### Directions for this task
Copy out the entries exactly, and wherever a picture appears, leave it out.

### Listed entries

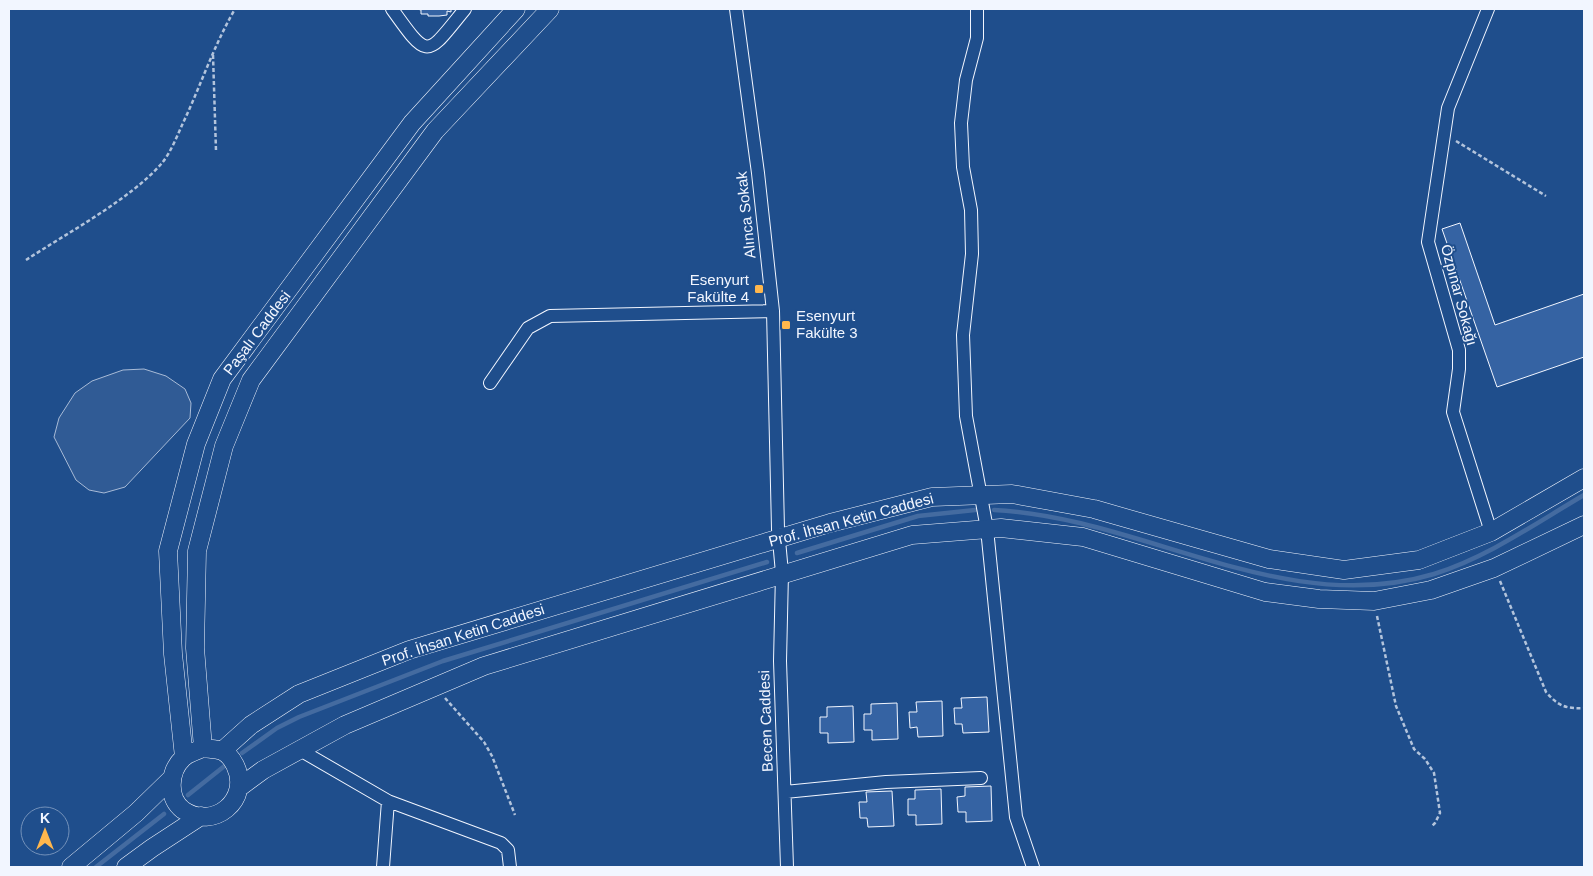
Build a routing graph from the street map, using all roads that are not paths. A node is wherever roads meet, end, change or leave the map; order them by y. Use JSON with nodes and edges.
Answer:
{"nodes":[{"id":1,"x":392,"y":9,"type":"edge"},
{"id":2,"x":464,"y":9,"type":"edge"},
{"id":3,"x":516,"y":9,"type":"edge"},
{"id":4,"x":550,"y":9,"type":"edge"},
{"id":5,"x":736,"y":9,"type":"edge"},
{"id":6,"x":977,"y":9,"type":"edge"},
{"id":7,"x":1488,"y":9,"type":"edge"},
{"id":8,"x":773,"y":311,"type":"junction"},
{"id":9,"x":490,"y":383,"type":"dead end"},
{"id":10,"x":1584,"y":478,"type":"edge"},
{"id":11,"x":981,"y":495,"type":"junction"},
{"id":12,"x":1584,"y":525,"type":"edge"},
{"id":13,"x":987,"y":529,"type":"junction"},
{"id":14,"x":1491,"y":532,"type":"junction"},
{"id":15,"x":778,"y":538,"type":"junction"},
{"id":16,"x":782,"y":574,"type":"junction"},
{"id":17,"x":203,"y":748,"type":"junction"},
{"id":18,"x":300,"y":750,"type":"junction"},
{"id":19,"x":222,"y":751,"type":"junction"},
{"id":20,"x":184,"y":757,"type":"junction"},
{"id":21,"x":172,"y":778,"type":"junction"},
{"id":22,"x":981,"y":778,"type":"dead end"},
{"id":23,"x":240,"y":787,"type":"junction"},
{"id":24,"x":784,"y":792,"type":"junction"},
{"id":25,"x":388,"y":800,"type":"junction"},
{"id":26,"x":201,"y":816,"type":"junction"},
{"id":27,"x":71,"y":867,"type":"edge"},
{"id":28,"x":126,"y":867,"type":"edge"},
{"id":29,"x":383,"y":867,"type":"edge"},
{"id":30,"x":510,"y":867,"type":"edge"},
{"id":31,"x":787,"y":867,"type":"edge"},
{"id":32,"x":1033,"y":867,"type":"edge"}],
"edges":[{"from":1,"to":2,"type":"street"},
{"from":3,"to":20,"type":"street","name":"Paşalı Caddesi"},
{"from":4,"to":17,"type":"street","name":"Paşalı Caddesi"},
{"from":5,"to":8,"type":"street","name":"Alınca Sokak"},
{"from":6,"to":11,"type":"street"},
{"from":7,"to":14,"type":"street","name":"Özpınar Sokağı"},
{"from":8,"to":9,"type":"street"},
{"from":8,"to":15,"type":"street","name":"Alınca Sokak"},
{"from":10,"to":14,"type":"street","name":"Prof. İhsan Ketin Caddesi"},
{"from":11,"to":13,"type":"street"},
{"from":11,"to":14,"type":"street","name":"Prof. İhsan Ketin Caddesi"},
{"from":11,"to":15,"type":"street","name":"Prof. İhsan Ketin Caddesi"},
{"from":12,"to":13,"type":"street","name":"Prof. İhsan Ketin Caddesi"},
{"from":13,"to":16,"type":"street","name":"Prof. İhsan Ketin Caddesi"},
{"from":13,"to":32,"type":"street"},
{"from":15,"to":16,"type":"street","name":"Becen Caddesi"},
{"from":15,"to":19,"type":"street","name":"Prof. İhsan Ketin Caddesi"},
{"from":16,"to":18,"type":"street","name":"Prof. İhsan Ketin Caddesi"},
{"from":16,"to":24,"type":"street","name":"Becen Caddesi"},
{"from":17,"to":19,"type":"street"},
{"from":17,"to":20,"type":"street"},
{"from":18,"to":23,"type":"street","name":"Prof. İhsan Ketin Caddesi"},
{"from":18,"to":25,"type":"street"},
{"from":19,"to":23,"type":"street"},
{"from":20,"to":21,"type":"street"},
{"from":21,"to":26,"type":"street"},
{"from":21,"to":27,"type":"street"},
{"from":22,"to":24,"type":"street"},
{"from":23,"to":26,"type":"street"},
{"from":24,"to":31,"type":"street","name":"Becen Caddesi"},
{"from":25,"to":29,"type":"street"},
{"from":25,"to":30,"type":"street"},
{"from":26,"to":28,"type":"street"}]}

### Response to the exercise
Build a routing graph from the street map, using all roads that are not paths. A node is wherever roads meet, end, change or leave the map; order them by y. Use JSON with nodes and edges.
Answer:
{"nodes":[{"id":1,"x":392,"y":9,"type":"edge"},
{"id":2,"x":464,"y":9,"type":"edge"},
{"id":3,"x":516,"y":9,"type":"edge"},
{"id":4,"x":550,"y":9,"type":"edge"},
{"id":5,"x":736,"y":9,"type":"edge"},
{"id":6,"x":977,"y":9,"type":"edge"},
{"id":7,"x":1488,"y":9,"type":"edge"},
{"id":8,"x":773,"y":311,"type":"junction"},
{"id":9,"x":490,"y":383,"type":"dead end"},
{"id":10,"x":1584,"y":478,"type":"edge"},
{"id":11,"x":981,"y":495,"type":"junction"},
{"id":12,"x":1584,"y":525,"type":"edge"},
{"id":13,"x":987,"y":529,"type":"junction"},
{"id":14,"x":1491,"y":532,"type":"junction"},
{"id":15,"x":778,"y":538,"type":"junction"},
{"id":16,"x":782,"y":574,"type":"junction"},
{"id":17,"x":203,"y":748,"type":"junction"},
{"id":18,"x":300,"y":750,"type":"junction"},
{"id":19,"x":222,"y":751,"type":"junction"},
{"id":20,"x":184,"y":757,"type":"junction"},
{"id":21,"x":172,"y":778,"type":"junction"},
{"id":22,"x":981,"y":778,"type":"dead end"},
{"id":23,"x":240,"y":787,"type":"junction"},
{"id":24,"x":784,"y":792,"type":"junction"},
{"id":25,"x":388,"y":800,"type":"junction"},
{"id":26,"x":201,"y":816,"type":"junction"},
{"id":27,"x":71,"y":867,"type":"edge"},
{"id":28,"x":126,"y":867,"type":"edge"},
{"id":29,"x":383,"y":867,"type":"edge"},
{"id":30,"x":510,"y":867,"type":"edge"},
{"id":31,"x":787,"y":867,"type":"edge"},
{"id":32,"x":1033,"y":867,"type":"edge"}],
"edges":[{"from":1,"to":2,"type":"street"},
{"from":3,"to":20,"type":"street","name":"Paşalı Caddesi"},
{"from":4,"to":17,"type":"street","name":"Paşalı Caddesi"},
{"from":5,"to":8,"type":"street","name":"Alınca Sokak"},
{"from":6,"to":11,"type":"street"},
{"from":7,"to":14,"type":"street","name":"Özpınar Sokağı"},
{"from":8,"to":9,"type":"street"},
{"from":8,"to":15,"type":"street","name":"Alınca Sokak"},
{"from":10,"to":14,"type":"street","name":"Prof. İhsan Ketin Caddesi"},
{"from":11,"to":13,"type":"street"},
{"from":11,"to":14,"type":"street","name":"Prof. İhsan Ketin Caddesi"},
{"from":11,"to":15,"type":"street","name":"Prof. İhsan Ketin Caddesi"},
{"from":12,"to":13,"type":"street","name":"Prof. İhsan Ketin Caddesi"},
{"from":13,"to":16,"type":"street","name":"Prof. İhsan Ketin Caddesi"},
{"from":13,"to":32,"type":"street"},
{"from":15,"to":16,"type":"street","name":"Becen Caddesi"},
{"from":15,"to":19,"type":"street","name":"Prof. İhsan Ketin Caddesi"},
{"from":16,"to":18,"type":"street","name":"Prof. İhsan Ketin Caddesi"},
{"from":16,"to":24,"type":"street","name":"Becen Caddesi"},
{"from":17,"to":19,"type":"street"},
{"from":17,"to":20,"type":"street"},
{"from":18,"to":23,"type":"street","name":"Prof. İhsan Ketin Caddesi"},
{"from":18,"to":25,"type":"street"},
{"from":19,"to":23,"type":"street"},
{"from":20,"to":21,"type":"street"},
{"from":21,"to":26,"type":"street"},
{"from":21,"to":27,"type":"street"},
{"from":22,"to":24,"type":"street"},
{"from":23,"to":26,"type":"street"},
{"from":24,"to":31,"type":"street","name":"Becen Caddesi"},
{"from":25,"to":29,"type":"street"},
{"from":25,"to":30,"type":"street"},
{"from":26,"to":28,"type":"street"}]}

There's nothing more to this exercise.